Then we can loop over all the values of n and theta.

# Run the simulation study
sim_study <- settings |>
  group_by(n, theta) |> # for each combination of n and theta
  do(sim_function(.))

Let’s plot the Monte Carlo estimated bias.

# Plot estimated bias from the simulation study
ggplot(sim_study, 
       aes(
         x        = theta, 
         y        = bias,         # plotting bias
         color    = estimator,
         linetype = estimator)) +
  geom_line() +
  facet_wrap(~n, scales = "free_y") + 
  theme_bw()

We can see that the Bayes estimator has the most bias when 1) the sample size is small and 2) \(\theta\) is far away from 0.5. But the variance of the Bayes estimator is smaller than the variance of the MLE estimator.
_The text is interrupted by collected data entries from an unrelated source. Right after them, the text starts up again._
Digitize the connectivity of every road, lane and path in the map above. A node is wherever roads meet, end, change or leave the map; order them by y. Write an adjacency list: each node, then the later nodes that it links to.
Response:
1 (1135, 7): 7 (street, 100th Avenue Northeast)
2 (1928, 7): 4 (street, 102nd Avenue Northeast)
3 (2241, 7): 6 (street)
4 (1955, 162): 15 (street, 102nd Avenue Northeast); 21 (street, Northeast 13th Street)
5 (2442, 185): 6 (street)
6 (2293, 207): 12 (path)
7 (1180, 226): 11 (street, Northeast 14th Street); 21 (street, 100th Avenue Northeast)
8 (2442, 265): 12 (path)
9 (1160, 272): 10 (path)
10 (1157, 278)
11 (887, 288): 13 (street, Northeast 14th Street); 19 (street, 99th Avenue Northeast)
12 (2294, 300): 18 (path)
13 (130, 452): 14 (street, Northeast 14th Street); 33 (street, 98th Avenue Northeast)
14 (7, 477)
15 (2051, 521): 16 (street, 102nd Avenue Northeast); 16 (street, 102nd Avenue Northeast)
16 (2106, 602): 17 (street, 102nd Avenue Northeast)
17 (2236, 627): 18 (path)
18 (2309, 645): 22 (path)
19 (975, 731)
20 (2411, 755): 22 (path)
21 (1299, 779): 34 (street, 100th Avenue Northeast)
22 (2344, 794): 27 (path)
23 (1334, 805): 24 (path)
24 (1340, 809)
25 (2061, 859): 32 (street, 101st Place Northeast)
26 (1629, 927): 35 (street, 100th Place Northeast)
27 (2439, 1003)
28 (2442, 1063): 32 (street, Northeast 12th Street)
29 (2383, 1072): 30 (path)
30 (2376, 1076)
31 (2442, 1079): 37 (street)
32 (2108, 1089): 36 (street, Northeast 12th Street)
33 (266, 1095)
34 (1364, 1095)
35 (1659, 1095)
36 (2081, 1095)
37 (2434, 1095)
# Plot estimated bias from the simulation study
ggplot(sim_study, 
       aes(
        x        = theta, 
        y        = var,          # plotting variance
        color    = estimator,
        linetype = estimator)) +
  geom_line() +
  facet_wrap(~n, scales = "free_y") + 
  theme_bw()

We can see that the Bayes estimator always has smaller variance than the MLE.
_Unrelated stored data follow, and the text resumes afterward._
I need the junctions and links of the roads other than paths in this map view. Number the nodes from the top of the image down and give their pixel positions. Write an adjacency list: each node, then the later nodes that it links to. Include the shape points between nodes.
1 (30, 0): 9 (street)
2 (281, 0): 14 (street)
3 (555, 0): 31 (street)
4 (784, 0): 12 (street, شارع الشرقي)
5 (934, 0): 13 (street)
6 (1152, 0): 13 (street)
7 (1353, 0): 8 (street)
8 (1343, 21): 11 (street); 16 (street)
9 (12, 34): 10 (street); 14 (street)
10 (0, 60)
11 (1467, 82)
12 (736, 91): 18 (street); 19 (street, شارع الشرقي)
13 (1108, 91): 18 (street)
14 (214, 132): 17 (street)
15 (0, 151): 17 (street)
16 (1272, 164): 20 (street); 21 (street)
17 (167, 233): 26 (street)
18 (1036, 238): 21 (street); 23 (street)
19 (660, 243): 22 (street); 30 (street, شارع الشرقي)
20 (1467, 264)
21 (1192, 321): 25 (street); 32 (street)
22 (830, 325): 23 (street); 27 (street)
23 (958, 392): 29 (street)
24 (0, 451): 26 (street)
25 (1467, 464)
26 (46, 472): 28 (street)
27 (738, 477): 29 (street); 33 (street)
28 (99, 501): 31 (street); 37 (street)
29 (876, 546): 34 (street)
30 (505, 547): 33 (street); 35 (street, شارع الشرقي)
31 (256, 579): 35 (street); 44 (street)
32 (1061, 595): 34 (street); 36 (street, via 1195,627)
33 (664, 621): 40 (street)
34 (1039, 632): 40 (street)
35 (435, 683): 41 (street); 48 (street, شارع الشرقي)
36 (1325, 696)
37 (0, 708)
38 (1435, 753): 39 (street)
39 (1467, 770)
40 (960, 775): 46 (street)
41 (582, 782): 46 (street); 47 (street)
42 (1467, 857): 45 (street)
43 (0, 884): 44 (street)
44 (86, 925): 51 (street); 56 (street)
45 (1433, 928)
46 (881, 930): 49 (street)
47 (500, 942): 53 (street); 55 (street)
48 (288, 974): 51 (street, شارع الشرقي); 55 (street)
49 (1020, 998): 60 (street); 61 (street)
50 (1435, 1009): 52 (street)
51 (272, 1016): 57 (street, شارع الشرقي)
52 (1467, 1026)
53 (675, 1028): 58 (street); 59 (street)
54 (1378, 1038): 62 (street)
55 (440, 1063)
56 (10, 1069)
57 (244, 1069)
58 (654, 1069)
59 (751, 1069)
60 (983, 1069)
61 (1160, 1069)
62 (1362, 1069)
Thus, we often use a new property of an estimator called the mean squared error (MSE): \[ MSE(\widehat{\theta}) = E[(\widehat\theta-\theta)^2] = Var(\widehat{\theta}) + Bias(\widehat{\theta},\theta)^2 \] This property combines both the bias and the variance into a single term. Generally the estimator with the smallest MSE should be utilized.
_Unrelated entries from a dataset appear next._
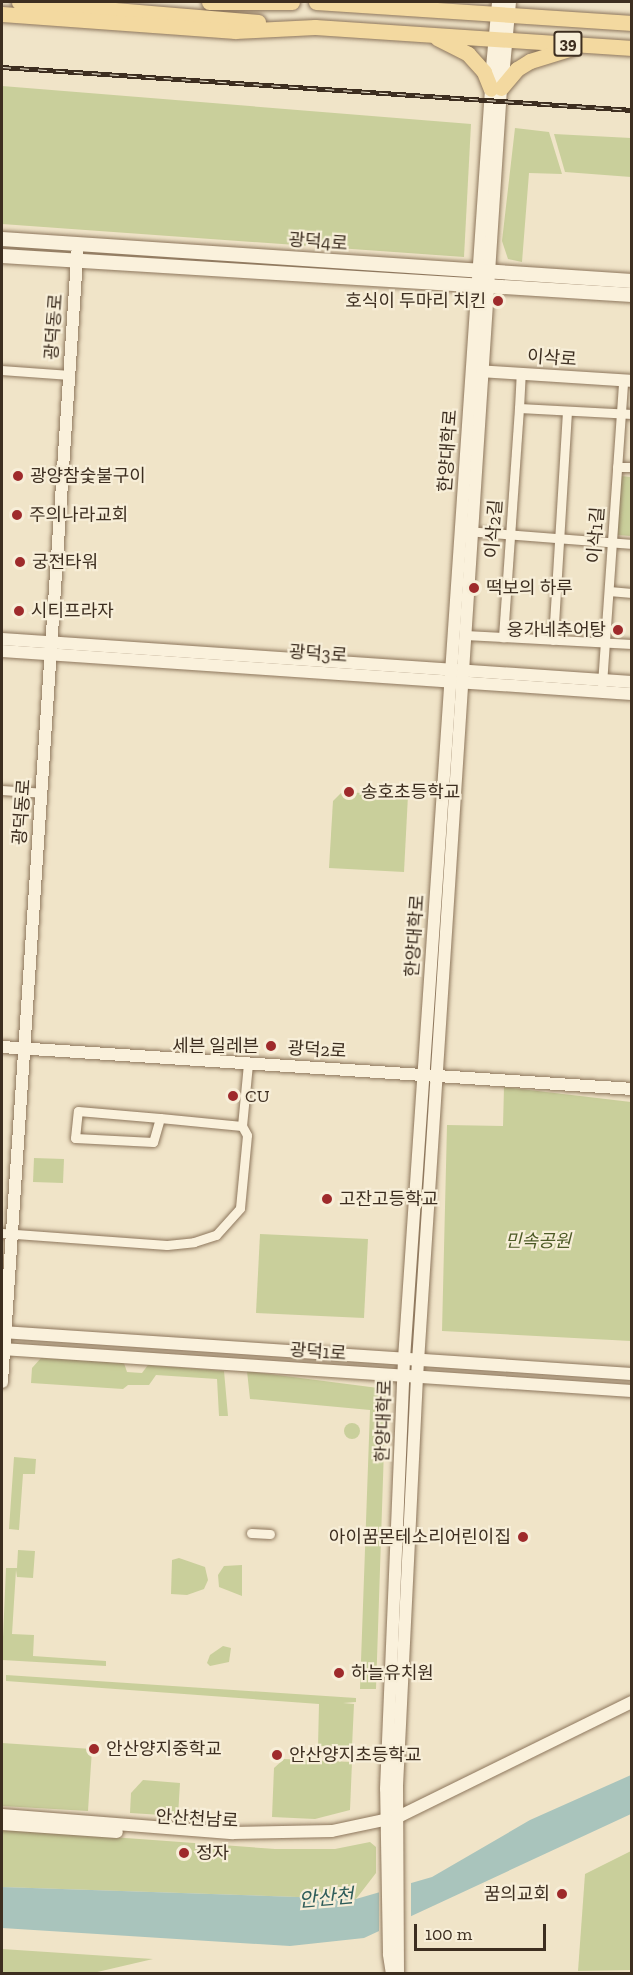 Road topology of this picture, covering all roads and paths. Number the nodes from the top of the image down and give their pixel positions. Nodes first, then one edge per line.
1 (19, 2) edge
2 (209, 2) edge
3 (292, 2) edge
4 (316, 2) edge
5 (470, 2) edge
6 (506, 7) edge
7 (450, 10) junction
8 (2, 14) edge
9 (632, 23) edge
10 (315, 27) junction
11 (432, 35) junction
12 (499, 40) junction
13 (583, 45) junction
14 (632, 48) edge
15 (496, 88) junction
16 (2, 239) edge
17 (78, 245) junction
18 (2, 256) edge
19 (77, 262) junction
20 (484, 271) junction
21 (632, 281) edge
22 (483, 287) junction
23 (632, 296) edge
24 (2, 370) edge
25 (471, 370) junction
26 (484, 371) junction
27 (521, 374) junction
28 (69, 375) junction
29 (627, 381) edge
30 (519, 408) junction
31 (567, 411) junction
32 (621, 414) junction
33 (632, 414) edge
34 (617, 466) junction
35 (632, 468) edge
36 (466, 531) junction
37 (510, 535) junction
38 (560, 539) junction
39 (612, 542) junction
40 (632, 544) edge
41 (609, 591) junction
42 (632, 593) edge
43 (465, 635) junction
44 (503, 637) junction
45 (2, 639) edge
46 (553, 640) junction
47 (605, 643) junction
48 (632, 644) edge
49 (51, 649) junction
50 (2, 651) edge
51 (457, 676) junction
52 (632, 682) edge
53 (603, 686) junction
54 (632, 694) edge
55 (2, 790) edge
56 (41, 793) junction
57 (2, 1047) edge
58 (24, 1048) junction
59 (248, 1064) junction
60 (429, 1073) junction
61 (632, 1089) edge
62 (160, 1118) junction
63 (242, 1126) junction
64 (6, 1233) edge
65 (3, 1332) edge
66 (3, 1349) edge
67 (405, 1359) junction
68 (418, 1359) junction
69 (632, 1374) edge
70 (410, 1377) junction
71 (2, 1382) edge
72 (632, 1391) edge
73 (251, 1533) dead end
74 (270, 1534) dead end
75 (632, 1702) edge
76 (2, 1815) edge
77 (393, 1819) junction
78 (2, 1824) edge
79 (394, 1952) junction
80 (392, 1974) edge
81 (398, 1974) edge

1 - 10 main road, 39
2 - 3 main road
4 - 7 main road
5 - 7 main road
6 - 7 main road
6 - 9 main road, 39
6 - 12 main road, 한양대학로
8 - 10 main road
10 - 11 main road, 39
11 - 12 main road, 39
11 - 15 main road
12 - 13 main road, 39
12 - 15 main road, 한양대학로
13 - 14 main road, 39
13 - 15 main road
15 - 20 street, 한양대학로
16 - 17 main road, 광덕4로
17 - 19 street, 광덕동로
17 - 20 main road, 광덕4로
18 - 19 main road, 광덕4로
19 - 22 main road, 광덕4로
19 - 28 street, 광덕동로
20 - 21 main road, 광덕4로
20 - 22 street, 한양대학로
22 - 23 main road, 광덕4로
22 - 25 street, 한양대학로
22 - 26 street, 한양대학로
24 - 28 street
25 - 26 street, 이삭로
25 - 36 street, 한양대학로
26 - 27 street, 이삭로
26 - 36 street, 한양대학로
27 - 29 street, 이삭로
27 - 30 street, 이삭2길
28 - 49 street, 광덕동로
29 - 32 street, 이삭1길
30 - 31 street
30 - 37 street, 이삭2길
31 - 32 street
31 - 38 street
32 - 33 street
32 - 34 street, 이삭1길
34 - 35 street
34 - 39 street, 이삭1길
36 - 37 street
36 - 43 street, 한양대학로
36 - 51 street, 한양대학로
37 - 38 street
37 - 44 street, 이삭2길
38 - 39 street
38 - 46 street
39 - 40 street
39 - 41 street, 이삭1길
41 - 42 street
41 - 47 street, 이삭1길
43 - 44 street
43 - 51 street, 한양대학로
44 - 46 street
45 - 49 street, 광덕3로
46 - 47 street
47 - 48 street
47 - 53 street, 이삭1길
49 - 50 street, 광덕3로
49 - 51 street, 광덕3로
49 - 56 street, 광덕동로
51 - 53 street, 광덕3로
51 - 60 street, 한양대학로
52 - 53 street, 광덕3로
53 - 54 street, 광덕3로
55 - 56 street
56 - 58 street, 광덕동로
57 - 58 street, 광덕2로
58 - 59 street, 광덕2로
58 - 64 street, 광덕동로
59 - 60 street, 광덕2로
59 - 63 street
60 - 61 street, 광덕2로
60 - 67 street, 한양대학로
60 - 68 street, 한양대학로
62 - 62 street
62 - 63 street
63 - 64 street
64 - 65 street, 광덕동로
65 - 66 street, 광덕동로
65 - 67 street, 광덕1로
66 - 70 street, 광덕1로
66 - 71 street, 광덕동로
67 - 68 street, 광덕1로
67 - 70 street, 한양대학로
68 - 69 street, 광덕1로
68 - 70 street, 한양대학로
70 - 72 street, 광덕1로
70 - 77 street, 한양대학로
73 - 74 street
75 - 77 street, 안산천남로
76 - 77 street, 안산천남로
77 - 78 street, 안산천남로
77 - 79 street, 한양대학로
79 - 80 street
79 - 81 street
# Plot estimated mse from the simulation study
sim_study$mse <- sim_study$var + sim_study$bias^2

ggplot(sim_study, 
       aes(
        x        = theta, 
        y        = mse,          # plotting MSE
        color    = estimator,
        linetype = estimator)) +
  geom_line() +
  facet_wrap(~n, scales = "free_y") + 
  theme_bw()

Binomial MSE activity

Generate a curve for the MSE for the MLE and Bayes estimators for a binomial probability of success when \(n=13\) for various values of \(\theta\).

Click for solution 
settings <- expand.grid(n = 13,
                        theta = seq(0,1,by=0.1))

sim_study <- settings |> 
  group_by(n, theta) |>
  do(sim_function(.))

sim_study$mse <- sim_study$var + sim_study$bias^2

ggplot(sim_study, aes(x=theta, y=mse, color=estimator)) +
  geom_line() +
  facet_wrap(~n) + # This line isn't necessary
  theme_bw()

Why does the alternative approach give the same answer? (I’m not sure what I mean by this.)

Consistency

Recall that an estimator is consistent if \[ P(|\widehat\theta_n-\theta|<\epsilon) \to 1 \quad\mbox{ as }\quad n\to\infty \] for any \(\epsilon>0\). Here I have made explicit that the estimator depends on \(n\).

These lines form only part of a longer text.